Trump has repeatedly contradicted himself and denied the veracity of fact checkers, even when presented with clear evidence. According to June Deery, media studies professor at Rensselaer Polytechnic Institute: ‘Trump destabilizes notions of fact, truth, and evidence”, just like a reality TV show where the audience members are left to debate and decide for themselves what is real and what is staged. Even more, truth is constructed and winner is decided as Barthes explains wrestling: “Some fights, among the most successful kind, are crowned by a final charivari, a sort of unrestrained fantasia where the rules, the laws of the genre, the referee’s censuring and the limits of the ring are abolished, swept away by a triumphant disorder which overflows into the hall and carries off pell-mell wrestlers, seconds, referee and spectators”.
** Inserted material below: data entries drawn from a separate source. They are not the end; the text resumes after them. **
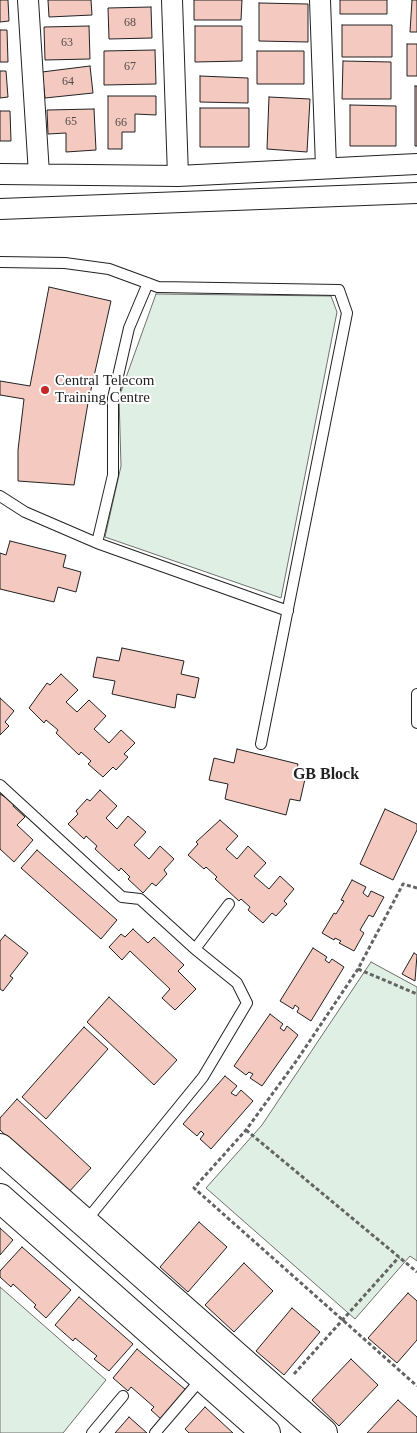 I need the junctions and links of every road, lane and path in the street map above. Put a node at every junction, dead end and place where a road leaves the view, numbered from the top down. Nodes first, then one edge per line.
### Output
1 (28, 0) edge
2 (172, 0) edge
3 (320, 0) edge
4 (417, 164) edge
5 (326, 168) junction
6 (220, 173) junction
7 (0, 174) edge
8 (39, 174) junction
9 (178, 176) junction
10 (417, 193) edge
11 (219, 200) junction
12 (0, 209) edge
13 (0, 262) edge
14 (148, 283) junction
15 (0, 496) edge
16 (97, 543) junction
17 (288, 611) junction
18 (417, 694) edge
19 (417, 723) edge
20 (261, 744) dead end
21 (0, 785) edge
22 (417, 888) edge
23 (229, 904) dead end
24 (195, 949) junction
25 (358, 969) junction
26 (417, 994) edge
27 (246, 1130) junction
28 (0, 1148) edge
29 (0, 1198) edge
30 (90, 1227) junction
31 (400, 1257) junction
32 (72, 1262) junction
33 (417, 1272) edge
34 (343, 1320) junction
35 (203, 1377) junction
36 (417, 1386) edge
37 (277, 1393) junction
38 (123, 1396) dead end
39 (92, 1433) edge
40 (155, 1433) edge
41 (266, 1433) edge
42 (323, 1433) edge

1 - 8 street
2 - 9 street
3 - 5 street
4 - 5 street
5 - 6 street
6 - 9 street
6 - 11 street
7 - 8 street
8 - 9 street
10 - 11 street
11 - 12 street
13 - 14 lane
14 - 16 lane
14 - 17 lane
15 - 16 lane
16 - 17 lane
17 - 20 lane
18 - 19 lane
21 - 24 lane
22 - 25 path
23 - 24 lane
24 - 30 lane
25 - 26 path
25 - 27 path
27 - 31 path
27 - 34 path
28 - 30 street
29 - 32 street
30 - 32 street
30 - 37 street
31 - 33 path
31 - 34 path
32 - 35 street
34 - 36 path
34 - 37 path
35 - 40 lane
35 - 41 street
37 - 42 street
38 - 39 lane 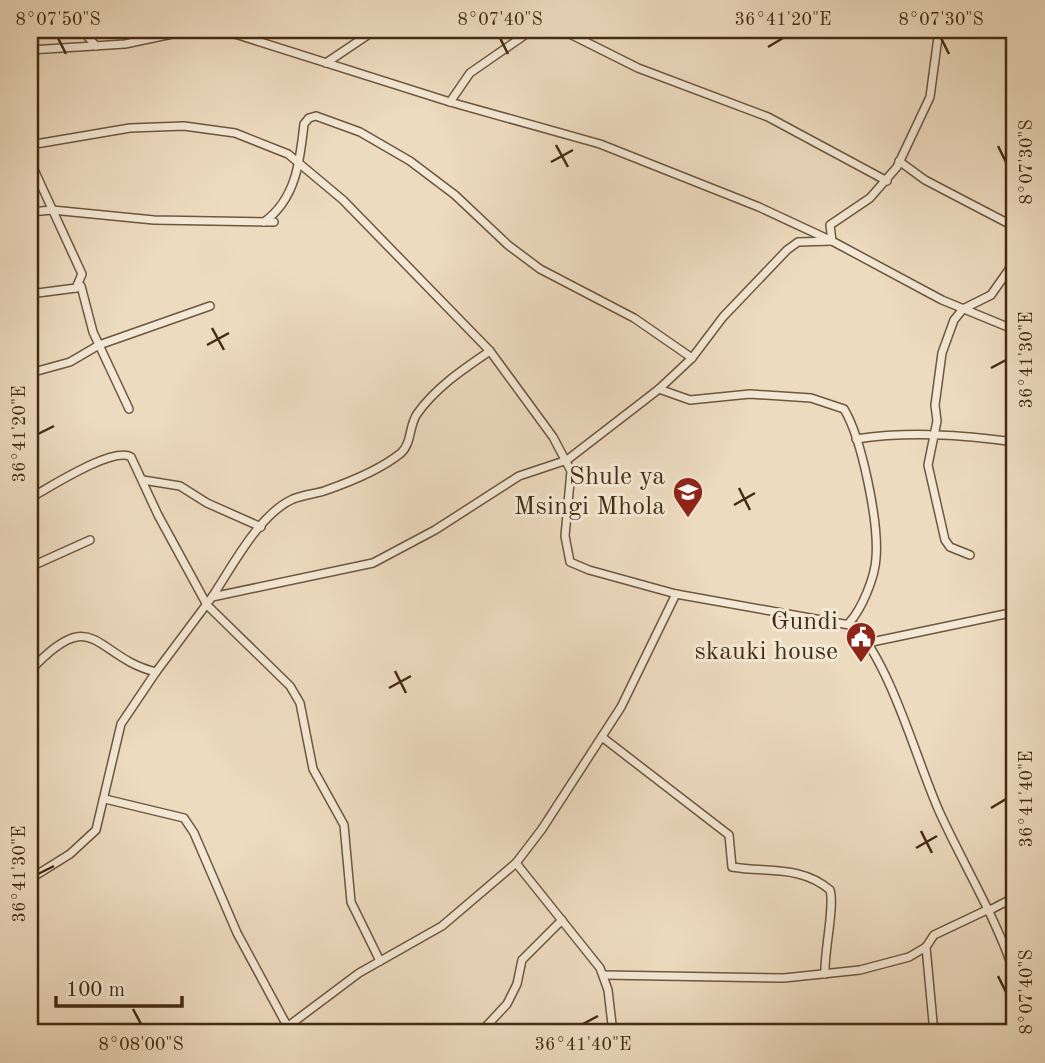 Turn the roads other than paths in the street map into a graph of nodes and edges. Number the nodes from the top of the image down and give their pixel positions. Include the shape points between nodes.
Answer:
1 (82, 30) edge
2 (192, 30) edge
3 (375, 30) edge
4 (533, 30) edge
5 (562, 30) edge
6 (939, 30) edge
7 (1010, 30) edge
8 (223, 31) edge
9 (1015, 32) edge
10 (96, 46) junction
11 (30, 50) edge
12 (326, 63) junction
13 (450, 102) junction
14 (30, 145) edge
15 (30, 161) edge
16 (899, 161) junction
17 (299, 164) junction
18 (887, 181) junction
19 (52, 210) junction
20 (30, 212) edge
21 (264, 222) junction
22 (274, 222) dead end
23 (1015, 228) edge
24 (832, 241) junction
25 (1015, 261) edge
26 (76, 288) junction
27 (30, 294) edge
28 (210, 306) dead end
29 (963, 309) junction
30 (1015, 330) edge
31 (99, 345) junction
32 (490, 351) junction
33 (692, 358) junction
34 (30, 373) edge
35 (659, 389) junction
36 (129, 408) dead end
37 (936, 434) junction
38 (856, 439) junction
39 (1015, 442) edge
40 (567, 460) junction
41 (143, 480) junction
42 (30, 498) edge
43 (261, 527) junction
44 (90, 540) dead end
45 (970, 555) dead end
46 (30, 567) edge
47 (676, 594) junction
48 (212, 597) junction
49 (207, 605) junction
50 (1015, 612) edge
51 (849, 623) junction
52 (867, 643) junction
53 (30, 671) edge
54 (156, 672) junction
55 (602, 737) junction
56 (105, 799) junction
57 (516, 863) junction
58 (30, 879) edge
59 (1015, 897) edge
60 (989, 910) junction
61 (562, 920) junction
62 (926, 947) junction
63 (380, 961) junction
64 (825, 974) junction
65 (604, 975) junction
66 (1015, 975) edge
67 (289, 1030) edge
68 (279, 1033) edge
69 (480, 1033) edge
70 (613, 1033) edge
71 (934, 1033) edge

1 - 10 street
2 - 8 street
2 - 10 street
3 - 12 street
4 - 13 street via 470,73
5 - 18 street via 638,68 768,117
6 - 16 street via 930,97
7 - 9 street
8 - 12 street
10 - 11 street
12 - 13 street
13 - 24 street via 600,144
14 - 17 street via 130,128 184,127 235,133 280,149
15 - 19 street
16 - 18 street
16 - 23 street
17 - 21 street via 280,210
17 - 32 street via 342,200
17 - 33 street via 304,124 309,118 316,116 360,132 437,180 540,269 634,318
18 - 24 street via 830,225
19 - 20 street
19 - 21 street via 154,220
19 - 26 street via 82,274
21 - 22 street
24 - 29 street
24 - 33 street via 799,242 787,250 723,317
25 - 29 street via 991,295
26 - 27 street
26 - 31 street via 81,286
28 - 31 street
29 - 30 street
29 - 37 street via 942,353
31 - 34 street via 70,362
31 - 36 street
32 - 40 street
32 - 43 street via 449,380 422,408 401,452 367,473 293,499
33 - 35 street
35 - 38 street via 690,400 750,394 825,400 844,409
35 - 40 street
37 - 38 street
37 - 39 street
37 - 45 street via 928,465 943,535 950,547
38 - 51 street via 871,501 876,561 858,613
40 - 47 street via 572,479 565,536 570,562
40 - 48 street via 519,476 373,563
41 - 42 street via 131,457 118,454
41 - 43 street via 180,486
41 - 49 street
43 - 48 street
44 - 46 street
47 - 51 street
47 - 55 street via 642,668
48 - 49 street
49 - 54 street
49 - 63 street via 298,699 310,759 344,825 351,902
50 - 52 street
51 - 52 street
52 - 60 street via 940,812
53 - 54 street via 61,643 82,636
54 - 56 street via 121,724
55 - 57 street
55 - 64 street via 729,835 732,867 797,872 830,890
56 - 58 street via 96,830 70,855
56 - 67 street via 184,818 237,933
57 - 61 street
57 - 63 street via 442,926
59 - 60 street
60 - 62 street via 934,934
60 - 66 street
61 - 65 street
61 - 69 street via 522,960 517,984 506,1004
62 - 64 street via 890,963
62 - 71 street
63 - 67 street
64 - 65 street via 784,978
65 - 70 street
67 - 68 street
Finally, despite all the controversies surrounding Trump’s persona, deeds, and business dealings, and in the face of possible Russia’s election interference, he won the 2016 election to everyone’s’ surprise, him included. “I came down those escalators. And who knew this was going to happen,” said president-elect Trump.
Perversely, it is just possible to see Trump’s election as like an insignificant and petty diversion from more pressing global issues. Even though he now is a key player in dealing with these issues. Either way, his rise serves as a warning of where a democratic culture built on the virtues of ignorance and self-fulfilment could take us. In his book Thus Spoke Zarathustra, Nietzsche reveals the “abyss” that democracy could lead to. We are at that junction. The media and political establishment have lost their touch with the man in the street. How they can re-establish the relationship is the key challenge of our time. They could lead us into a societal rift that upsets the country or create cohesion through openness. Trump is often seen as imperilling our democracy, but deeper gaze into recent developments reveals the president as the product of a democracy already in crisis.
Dr. Pari Esfandiari is a commentator and journalist currently based in the U.S.